_EXERCISE DETAILS_
Which lines below hold the word "улица"? Report each one.
━━━ ENTRIES PROVIDED
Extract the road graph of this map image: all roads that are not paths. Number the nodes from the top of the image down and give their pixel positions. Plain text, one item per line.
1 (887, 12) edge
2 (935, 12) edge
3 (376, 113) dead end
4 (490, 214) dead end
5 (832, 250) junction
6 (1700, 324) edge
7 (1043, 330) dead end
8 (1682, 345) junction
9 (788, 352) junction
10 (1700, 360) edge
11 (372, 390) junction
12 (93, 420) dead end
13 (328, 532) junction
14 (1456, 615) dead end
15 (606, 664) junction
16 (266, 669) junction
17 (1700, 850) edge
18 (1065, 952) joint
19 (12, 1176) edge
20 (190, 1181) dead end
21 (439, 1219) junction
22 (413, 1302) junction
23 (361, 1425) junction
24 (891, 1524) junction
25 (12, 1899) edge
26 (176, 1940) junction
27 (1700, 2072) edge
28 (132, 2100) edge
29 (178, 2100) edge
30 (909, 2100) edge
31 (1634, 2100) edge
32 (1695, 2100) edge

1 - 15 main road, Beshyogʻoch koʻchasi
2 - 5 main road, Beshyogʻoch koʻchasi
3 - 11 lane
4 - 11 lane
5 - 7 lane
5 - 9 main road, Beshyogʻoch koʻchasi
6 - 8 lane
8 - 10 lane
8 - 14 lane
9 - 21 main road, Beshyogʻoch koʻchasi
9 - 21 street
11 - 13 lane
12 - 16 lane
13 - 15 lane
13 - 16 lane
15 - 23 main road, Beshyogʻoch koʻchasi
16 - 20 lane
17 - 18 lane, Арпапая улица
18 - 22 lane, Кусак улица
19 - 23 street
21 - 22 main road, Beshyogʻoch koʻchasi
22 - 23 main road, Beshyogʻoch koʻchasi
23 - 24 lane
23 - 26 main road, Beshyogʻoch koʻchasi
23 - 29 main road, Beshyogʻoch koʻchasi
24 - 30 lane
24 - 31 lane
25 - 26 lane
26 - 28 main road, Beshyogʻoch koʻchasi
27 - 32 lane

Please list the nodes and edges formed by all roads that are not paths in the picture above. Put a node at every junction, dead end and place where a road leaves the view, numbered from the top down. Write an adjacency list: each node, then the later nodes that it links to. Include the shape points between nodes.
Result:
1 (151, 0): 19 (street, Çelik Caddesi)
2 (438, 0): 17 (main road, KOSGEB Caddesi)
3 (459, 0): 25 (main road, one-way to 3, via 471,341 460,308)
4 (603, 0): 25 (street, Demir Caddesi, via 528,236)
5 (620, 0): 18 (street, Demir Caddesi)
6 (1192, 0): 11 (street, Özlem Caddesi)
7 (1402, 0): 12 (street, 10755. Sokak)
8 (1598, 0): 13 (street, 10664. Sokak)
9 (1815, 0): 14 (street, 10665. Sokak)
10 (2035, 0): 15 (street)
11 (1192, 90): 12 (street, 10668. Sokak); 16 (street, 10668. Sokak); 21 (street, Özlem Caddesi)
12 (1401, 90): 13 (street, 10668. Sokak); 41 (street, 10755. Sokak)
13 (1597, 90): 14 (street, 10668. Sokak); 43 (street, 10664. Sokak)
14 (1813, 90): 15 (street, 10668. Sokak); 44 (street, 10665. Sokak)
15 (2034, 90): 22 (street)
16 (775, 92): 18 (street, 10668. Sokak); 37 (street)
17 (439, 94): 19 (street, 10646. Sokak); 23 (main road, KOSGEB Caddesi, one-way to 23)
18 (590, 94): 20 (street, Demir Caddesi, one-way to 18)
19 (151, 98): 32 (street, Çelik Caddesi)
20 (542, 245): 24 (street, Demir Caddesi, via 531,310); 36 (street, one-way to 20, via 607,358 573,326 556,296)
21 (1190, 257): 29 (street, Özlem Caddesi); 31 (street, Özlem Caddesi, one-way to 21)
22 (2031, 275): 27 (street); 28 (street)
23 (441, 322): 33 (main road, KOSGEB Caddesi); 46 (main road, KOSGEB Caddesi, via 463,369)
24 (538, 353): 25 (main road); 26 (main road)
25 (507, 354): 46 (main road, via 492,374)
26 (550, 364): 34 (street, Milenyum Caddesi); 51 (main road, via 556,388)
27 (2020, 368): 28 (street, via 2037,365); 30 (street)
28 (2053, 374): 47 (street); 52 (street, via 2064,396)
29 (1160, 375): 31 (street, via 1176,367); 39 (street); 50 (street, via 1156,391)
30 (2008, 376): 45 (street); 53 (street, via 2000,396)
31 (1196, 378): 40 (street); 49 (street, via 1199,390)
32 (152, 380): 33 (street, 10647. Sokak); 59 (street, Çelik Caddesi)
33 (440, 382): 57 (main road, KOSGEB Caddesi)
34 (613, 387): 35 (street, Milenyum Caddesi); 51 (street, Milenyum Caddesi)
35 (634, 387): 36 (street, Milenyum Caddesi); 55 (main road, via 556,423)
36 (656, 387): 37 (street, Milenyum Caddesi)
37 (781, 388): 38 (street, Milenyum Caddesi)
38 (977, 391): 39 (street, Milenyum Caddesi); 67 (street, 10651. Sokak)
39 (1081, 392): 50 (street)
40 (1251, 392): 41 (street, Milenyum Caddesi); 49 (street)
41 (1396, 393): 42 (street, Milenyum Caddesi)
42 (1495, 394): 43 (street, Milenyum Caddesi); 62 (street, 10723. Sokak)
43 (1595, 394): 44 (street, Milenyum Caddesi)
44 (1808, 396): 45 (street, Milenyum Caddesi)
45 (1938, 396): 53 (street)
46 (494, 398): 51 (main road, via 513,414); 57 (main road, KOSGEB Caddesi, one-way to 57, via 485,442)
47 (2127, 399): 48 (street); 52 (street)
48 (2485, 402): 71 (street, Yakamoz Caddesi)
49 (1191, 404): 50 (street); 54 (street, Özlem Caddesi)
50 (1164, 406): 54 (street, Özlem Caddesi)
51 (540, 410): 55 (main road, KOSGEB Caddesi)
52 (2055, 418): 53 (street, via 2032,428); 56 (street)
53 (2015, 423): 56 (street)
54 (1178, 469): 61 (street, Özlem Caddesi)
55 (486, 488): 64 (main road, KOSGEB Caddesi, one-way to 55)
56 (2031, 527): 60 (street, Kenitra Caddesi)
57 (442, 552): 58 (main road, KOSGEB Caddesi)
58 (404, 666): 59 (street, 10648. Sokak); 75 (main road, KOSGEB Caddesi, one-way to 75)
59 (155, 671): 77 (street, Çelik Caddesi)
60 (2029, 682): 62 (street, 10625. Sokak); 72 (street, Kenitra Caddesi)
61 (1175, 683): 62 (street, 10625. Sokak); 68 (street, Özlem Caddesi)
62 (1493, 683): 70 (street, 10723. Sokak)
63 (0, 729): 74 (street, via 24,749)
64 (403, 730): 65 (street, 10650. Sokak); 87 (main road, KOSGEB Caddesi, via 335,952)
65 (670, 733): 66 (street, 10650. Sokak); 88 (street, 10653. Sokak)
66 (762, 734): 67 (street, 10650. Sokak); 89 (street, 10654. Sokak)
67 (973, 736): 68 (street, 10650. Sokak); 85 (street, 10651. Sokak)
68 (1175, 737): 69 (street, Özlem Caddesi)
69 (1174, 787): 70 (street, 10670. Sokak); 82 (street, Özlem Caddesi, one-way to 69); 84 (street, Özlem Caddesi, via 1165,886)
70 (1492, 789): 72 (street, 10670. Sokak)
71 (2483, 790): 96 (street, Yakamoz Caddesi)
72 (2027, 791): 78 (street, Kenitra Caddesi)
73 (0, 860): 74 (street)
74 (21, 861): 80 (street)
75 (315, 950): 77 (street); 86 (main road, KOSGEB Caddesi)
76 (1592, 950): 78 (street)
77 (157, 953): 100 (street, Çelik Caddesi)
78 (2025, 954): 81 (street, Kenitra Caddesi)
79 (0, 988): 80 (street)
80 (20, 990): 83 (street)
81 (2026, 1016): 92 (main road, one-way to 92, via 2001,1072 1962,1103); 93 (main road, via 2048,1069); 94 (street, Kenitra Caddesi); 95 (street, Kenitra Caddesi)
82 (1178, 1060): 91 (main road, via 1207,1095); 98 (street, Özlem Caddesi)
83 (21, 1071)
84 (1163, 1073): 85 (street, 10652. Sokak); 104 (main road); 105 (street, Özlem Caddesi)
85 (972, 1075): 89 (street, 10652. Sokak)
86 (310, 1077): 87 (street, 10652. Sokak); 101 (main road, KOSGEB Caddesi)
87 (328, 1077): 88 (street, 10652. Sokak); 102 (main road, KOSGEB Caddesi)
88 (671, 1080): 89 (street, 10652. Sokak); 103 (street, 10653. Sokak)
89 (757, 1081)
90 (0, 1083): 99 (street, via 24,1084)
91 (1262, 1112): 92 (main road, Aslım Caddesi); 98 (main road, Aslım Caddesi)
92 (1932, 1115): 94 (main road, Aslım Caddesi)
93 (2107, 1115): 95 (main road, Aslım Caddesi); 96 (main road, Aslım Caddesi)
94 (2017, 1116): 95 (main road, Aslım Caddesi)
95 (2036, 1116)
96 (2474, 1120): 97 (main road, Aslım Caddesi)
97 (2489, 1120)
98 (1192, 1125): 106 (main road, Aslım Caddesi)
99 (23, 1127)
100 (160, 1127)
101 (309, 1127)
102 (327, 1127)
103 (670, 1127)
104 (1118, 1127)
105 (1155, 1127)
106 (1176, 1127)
━━━━━━
_RESPONSE_
17 - 18 lane, Арпапая улица
18 - 22 lane, Кусак улица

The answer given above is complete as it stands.